BEGIN MATERIAL TO PROCESS
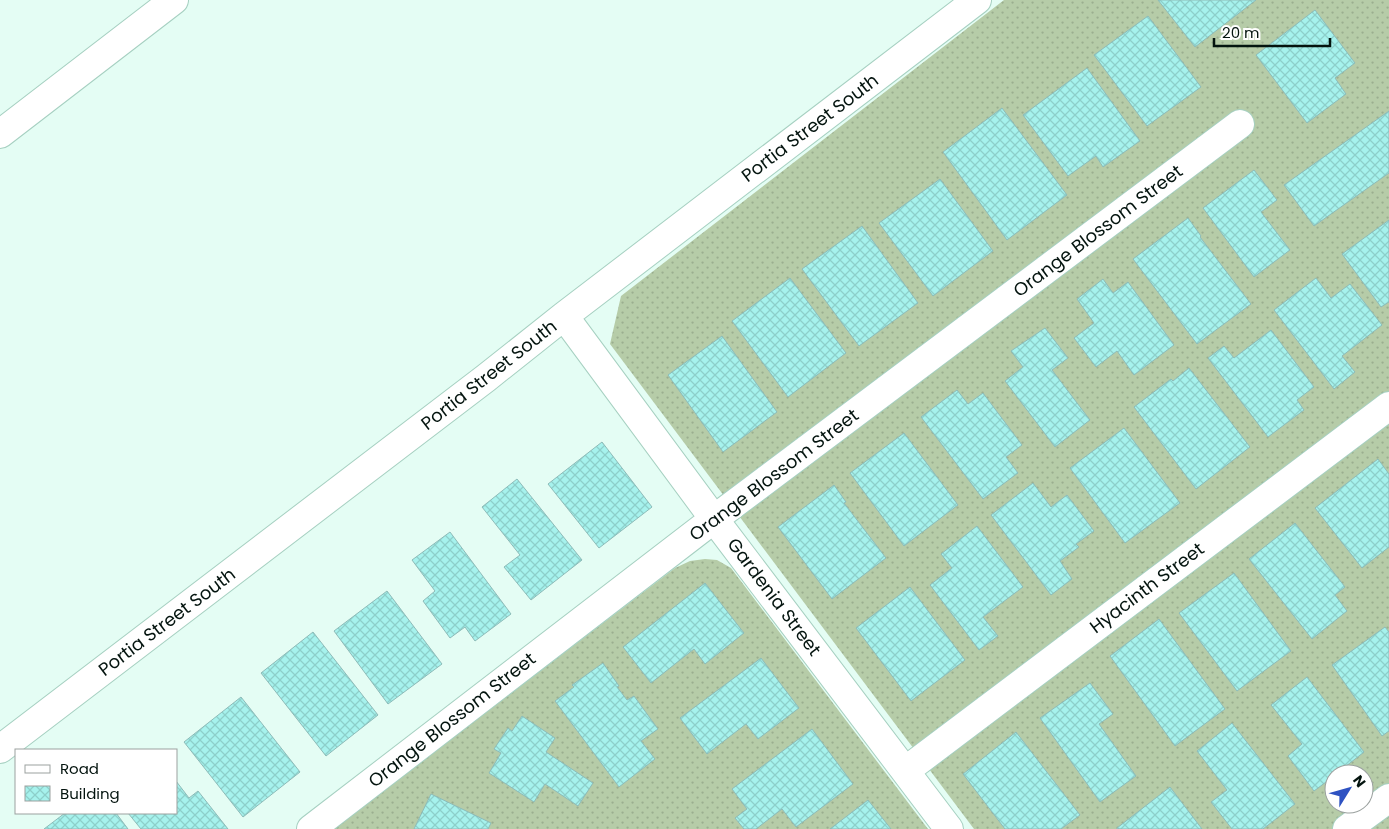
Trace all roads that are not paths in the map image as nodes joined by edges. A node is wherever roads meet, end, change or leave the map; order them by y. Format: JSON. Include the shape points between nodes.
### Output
{"nodes":[{"id":1,"x":174,"y":0,"type":"edge"},
{"id":2,"x":977,"y":0,"type":"edge"},
{"id":3,"x":1240,"y":124,"type":"dead end"},
{"id":4,"x":0,"y":134,"type":"edge"},
{"id":5,"x":564,"y":316,"type":"junction"},
{"id":6,"x":1389,"y":406,"type":"edge"},
{"id":7,"x":714,"y":519,"type":"junction"},
{"id":8,"x":0,"y":750,"type":"edge"},
{"id":9,"x":905,"y":771,"type":"junction"},
{"id":10,"x":1389,"y":798,"type":"edge"},
{"id":11,"x":311,"y":829,"type":"edge"},
{"id":12,"x":949,"y":829,"type":"edge"},
{"id":13,"x":1347,"y":829,"type":"edge"}],
"edges":[{"from":1,"to":4,"type":"street"},
{"from":2,"to":5,"type":"street","name":"Portia Street South"},
{"from":3,"to":7,"type":"street","name":"Orange Blossom Street"},
{"from":5,"to":7,"type":"street","name":"Gardenia Street"},
{"from":5,"to":8,"type":"street","name":"Portia Street South"},
{"from":6,"to":9,"type":"street","name":"Hyacinth Street"},
{"from":7,"to":9,"type":"street","name":"Gardenia Street"},
{"from":7,"to":11,"type":"street","name":"Orange Blossom Street"},
{"from":9,"to":12,"type":"street","name":"Gardenia Street"},
{"from":10,"to":13,"type":"street"}]}
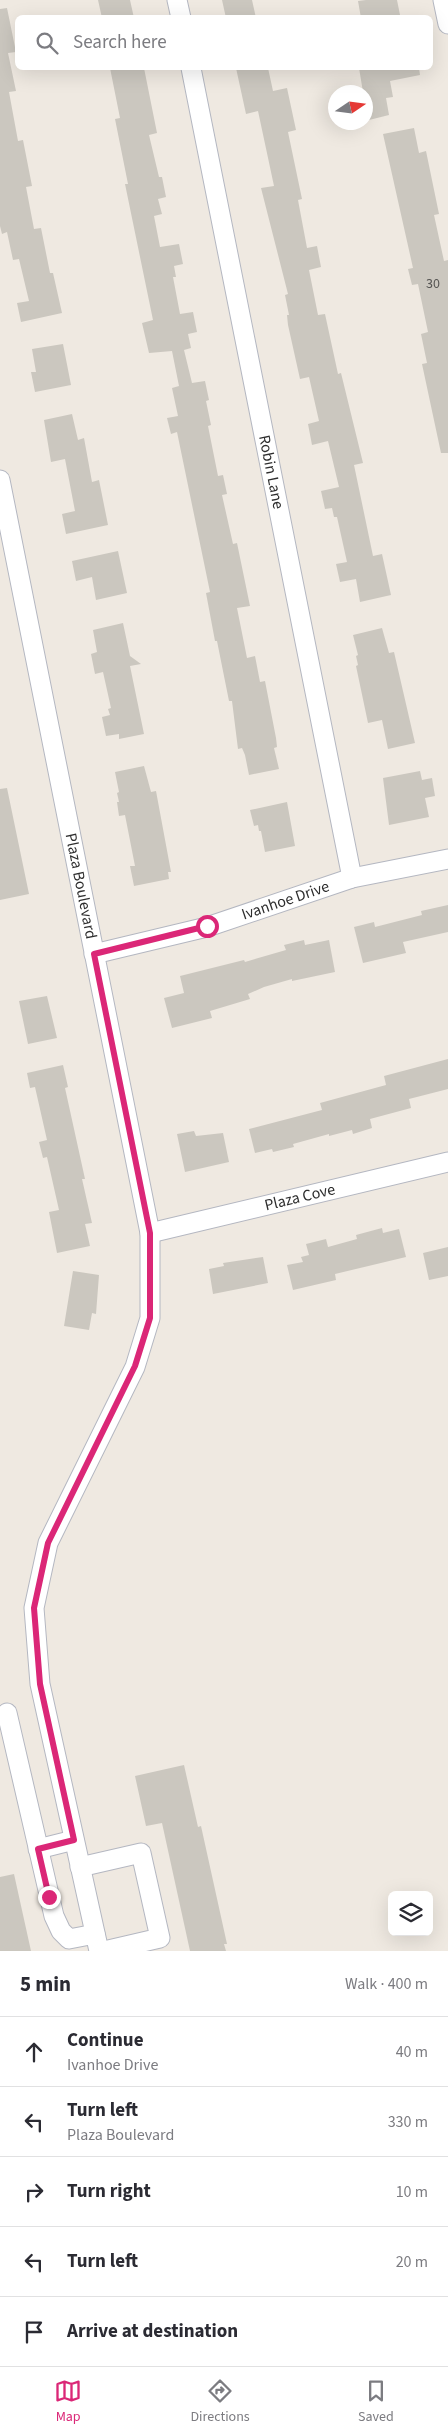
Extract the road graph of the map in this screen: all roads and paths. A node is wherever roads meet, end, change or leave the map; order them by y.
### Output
1 (177, 0) edge
2 (443, 0) edge
3 (180, 15) edge
4 (448, 24) edge
5 (191, 70) edge
6 (0, 480) edge
7 (448, 859) edge
8 (352, 878) junction
9 (94, 954) junction
10 (448, 1162) edge
11 (150, 1233) junction
12 (7, 1713) dead end
13 (74, 1840) junction
14 (38, 1849) junction
15 (80, 1867) junction
16 (97, 1943) edge
17 (104, 1951) edge

1 - 3 street
2 - 4 street
5 - 8 street, Robin Lane
6 - 9 street, Plaza Boulevard
7 - 8 street, Ivanhoe Drive
8 - 9 street, Ivanhoe Drive
9 - 11 street, Plaza Boulevard
10 - 11 street, Plaza Cove
11 - 13 street, Plaza Boulevard
12 - 14 street
13 - 14 street
13 - 15 street, Plaza Boulevard
14 - 16 street
15 - 16 street, Plaza Boulevard
15 - 17 street

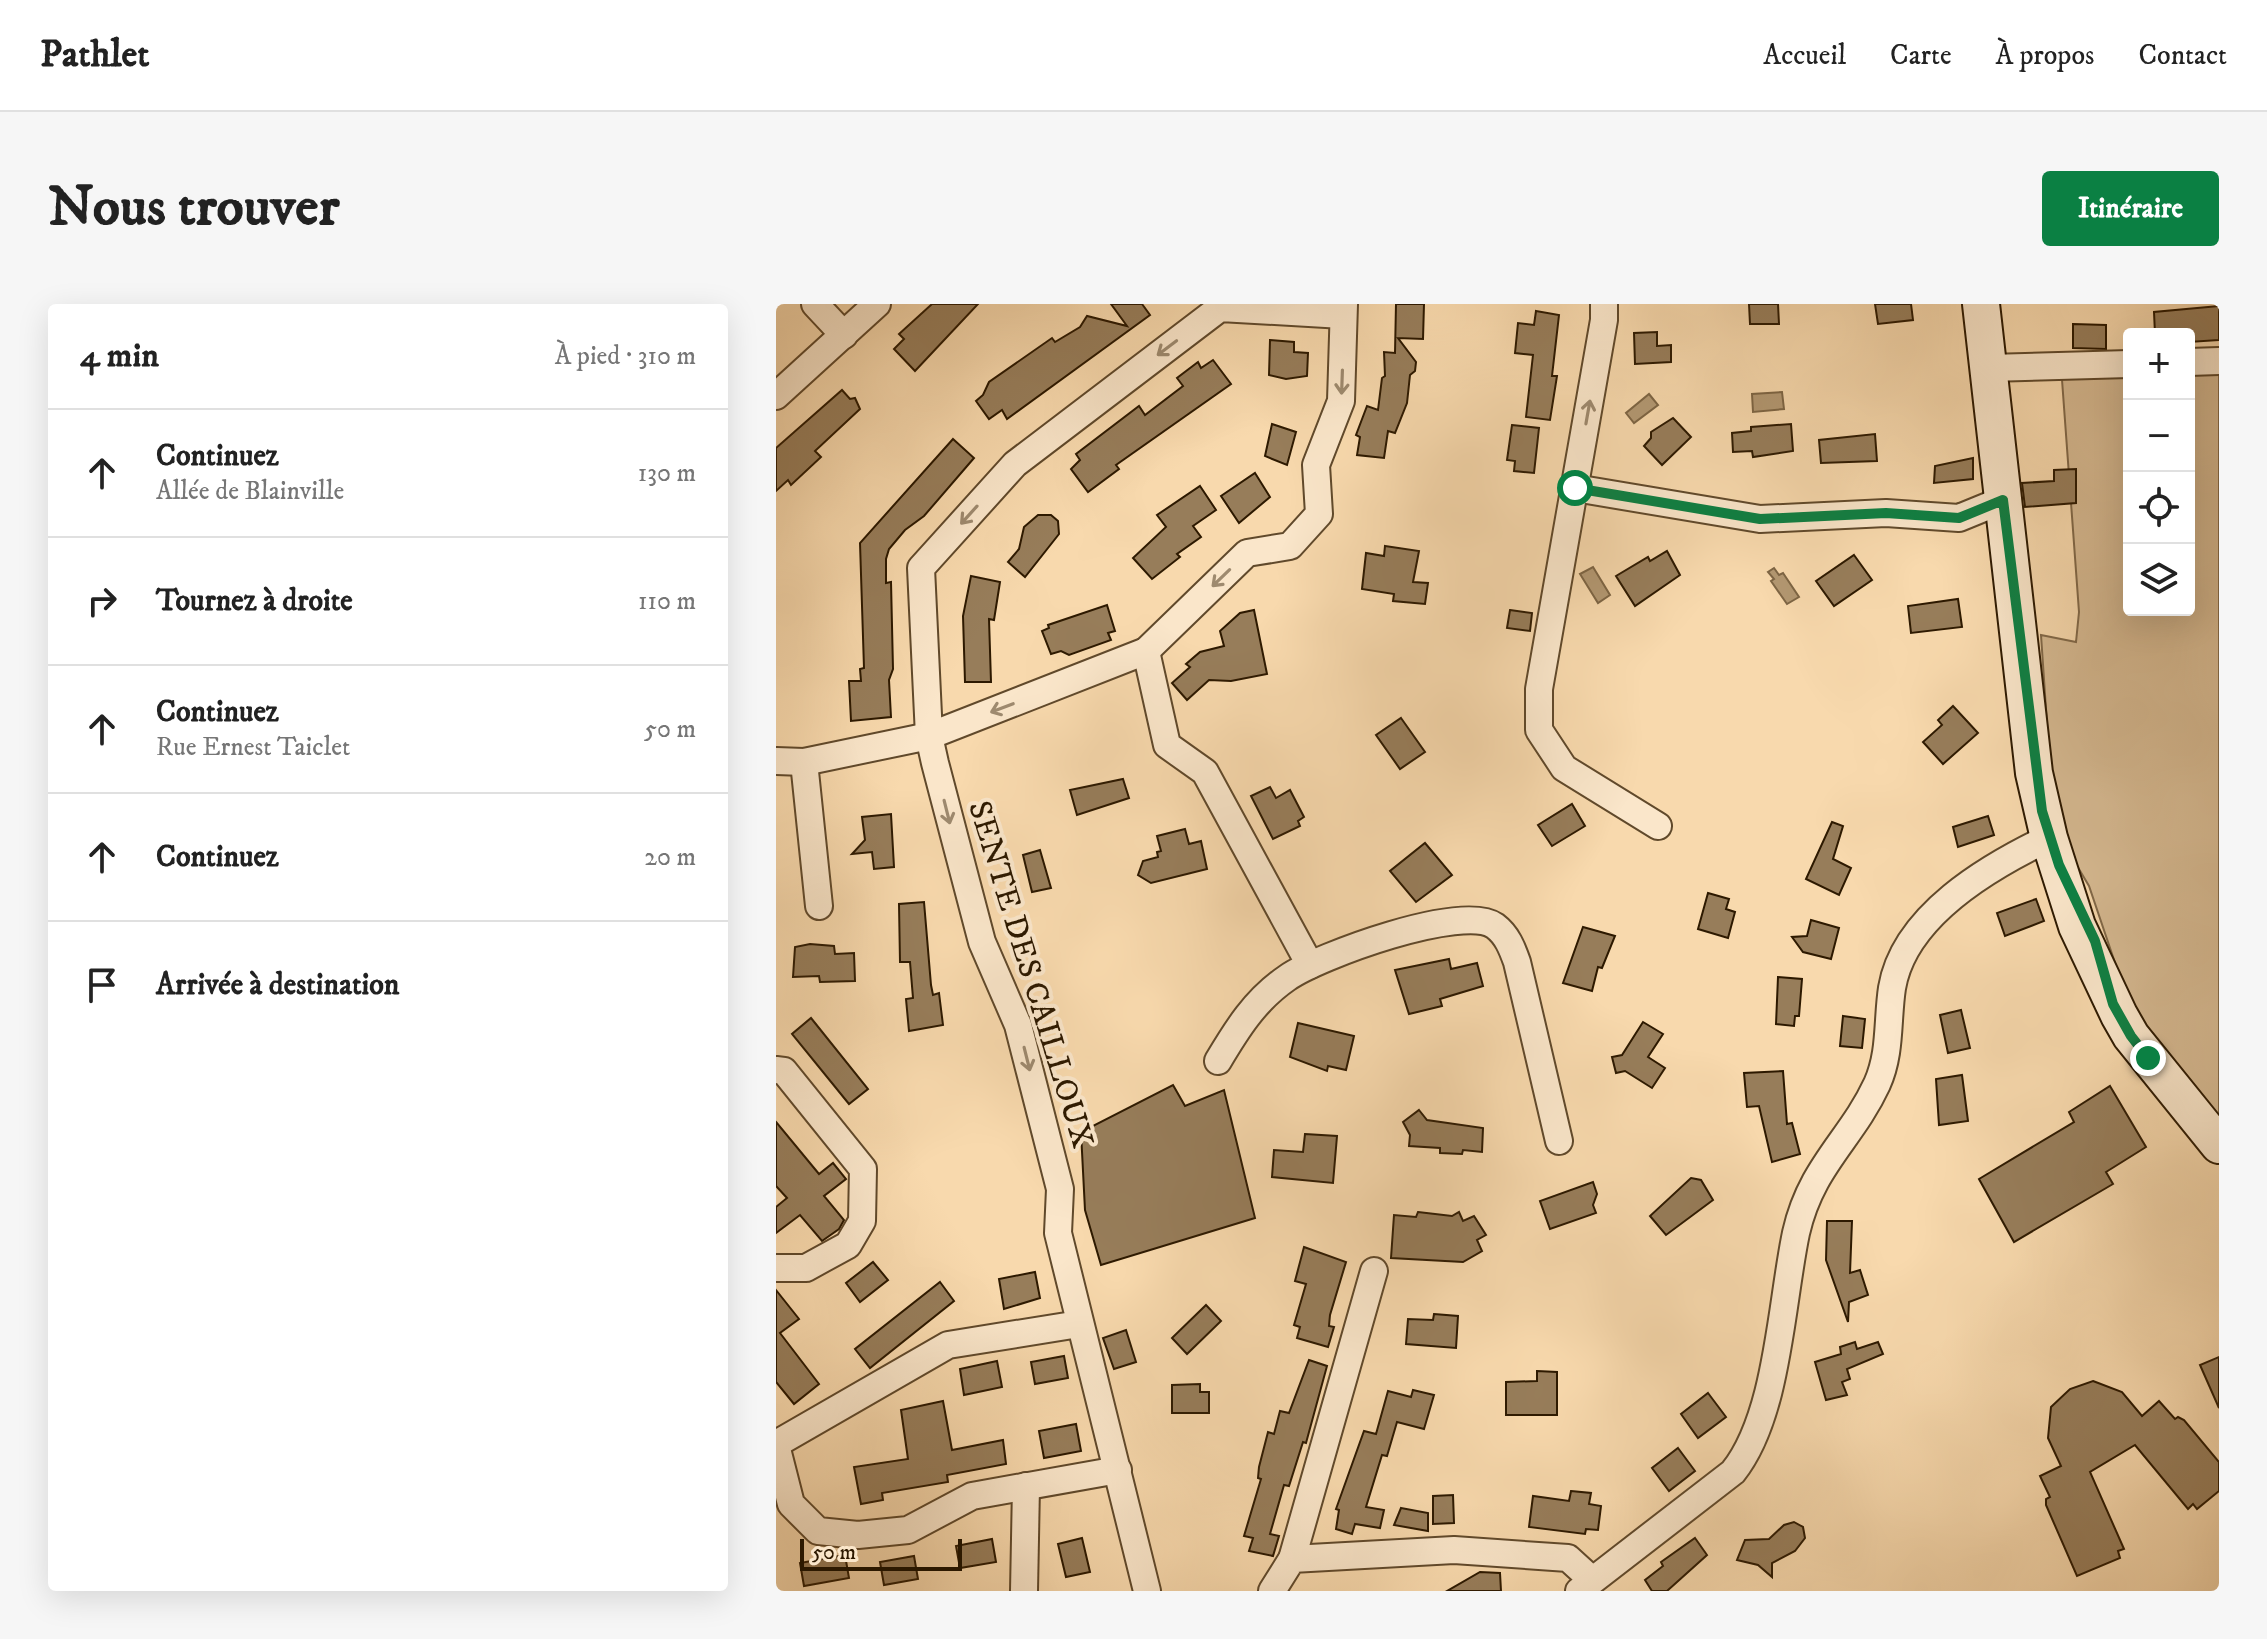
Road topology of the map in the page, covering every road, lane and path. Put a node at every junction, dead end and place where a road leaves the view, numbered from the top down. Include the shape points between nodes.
1 (815, 304) edge
2 (877, 304) edge
3 (1604, 304) edge
4 (1981, 304) edge
5 (1344, 310) edge
6 (844, 335) junction
7 (2219, 361) edge
8 (2195, 362) edge
9 (2123, 364) edge
10 (1989, 368) junction
11 (776, 396) edge
12 (1575, 488) junction
13 (2003, 500) junction
14 (1146, 651) junction
15 (929, 736) junction
16 (776, 761) edge
17 (804, 762) junction
18 (1658, 826) dead end
19 (2054, 851) junction
20 (819, 906) dead end
21 (1310, 965) junction
22 (1218, 1061) dead end
23 (776, 1070) edge
24 (1559, 1141) dead end
25 (2219, 1145) edge
26 (776, 1268) edge
27 (1374, 1271) dead end
28 (1079, 1324) junction
29 (776, 1445) edge
30 (1118, 1470) junction
31 (1026, 1486) junction
32 (1292, 1559) junction
33 (1585, 1585) edge
34 (1024, 1591) edge
35 (1147, 1591) edge
36 (1272, 1591) edge

1 - 6 street
2 - 6 street
12 -> 3 street
4 - 10 street
5 -> 14 street via 1341,401 1316,465 1319,514 1290,546 1247,553
5 -> 15 street, SENTE DES CAILLOUX via 1220,308 1015,464 921,568
6 - 11 street
7 - 8 street
9 - 10 street
10 - 13 street
12 - 13 street via 1760,519 1886,513 1959,518
12 - 18 street via 1539,689 1539,730 1564,768
13 - 19 street via 2034,773
14 -> 15 street
14 - 21 street via 1167,745 1205,772
15 - 17 street
15 -> 28 street, SENTE DES CAILLOUX via 982,942 1018,1025 1053,1159 1060,1189 1058,1233
16 - 17 street
17 - 20 street
19 - 25 street via 2095,941 2113,1004 2131,1036
19 - 33 street via 1952,897 1929,916 1903,956 1892,989 1888,1049 1879,1078 1825,1160 1804,1204 1764,1407 1748,1454 1733,1472
21 - 22 street via 1287,977 1246,1013
21 - 24 street via 1336,951 1401,932 1477,920 1493,925 1509,942 1517,962
23 - 26 street via 784,1071 863,1169 862,1221 848,1245 806,1268
27 - 32 street
28 - 29 street via 948,1345
28 - 30 street, SENTE DES CAILLOUX
29 - 31 street via 791,1504 818,1531 858,1535 908,1530 972,1496
30 - 31 street
30 - 35 street, SENTE DES CAILLOUX
31 - 34 street
32 - 33 street via 1454,1550 1568,1558
32 - 36 street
END MATERIAL TO PROCESS
- _WHAT YOU HAVE TO DO_
The lines that contain the word "name" are wanted; copy each of them from the records.

- _REPLY_
{"from":2,"to":5,"type":"street","name":"Portia Street South"},
{"from":3,"to":7,"type":"street","name":"Orange Blossom Street"},
{"from":5,"to":7,"type":"street","name":"Gardenia Street"},
{"from":5,"to":8,"type":"street","name":"Portia Street South"},
{"from":6,"to":9,"type":"street","name":"Hyacinth Street"},
{"from":7,"to":9,"type":"street","name":"Gardenia Street"},
{"from":7,"to":11,"type":"street","name":"Orange Blossom Street"},
{"from":9,"to":12,"type":"street","name":"Gardenia Street"},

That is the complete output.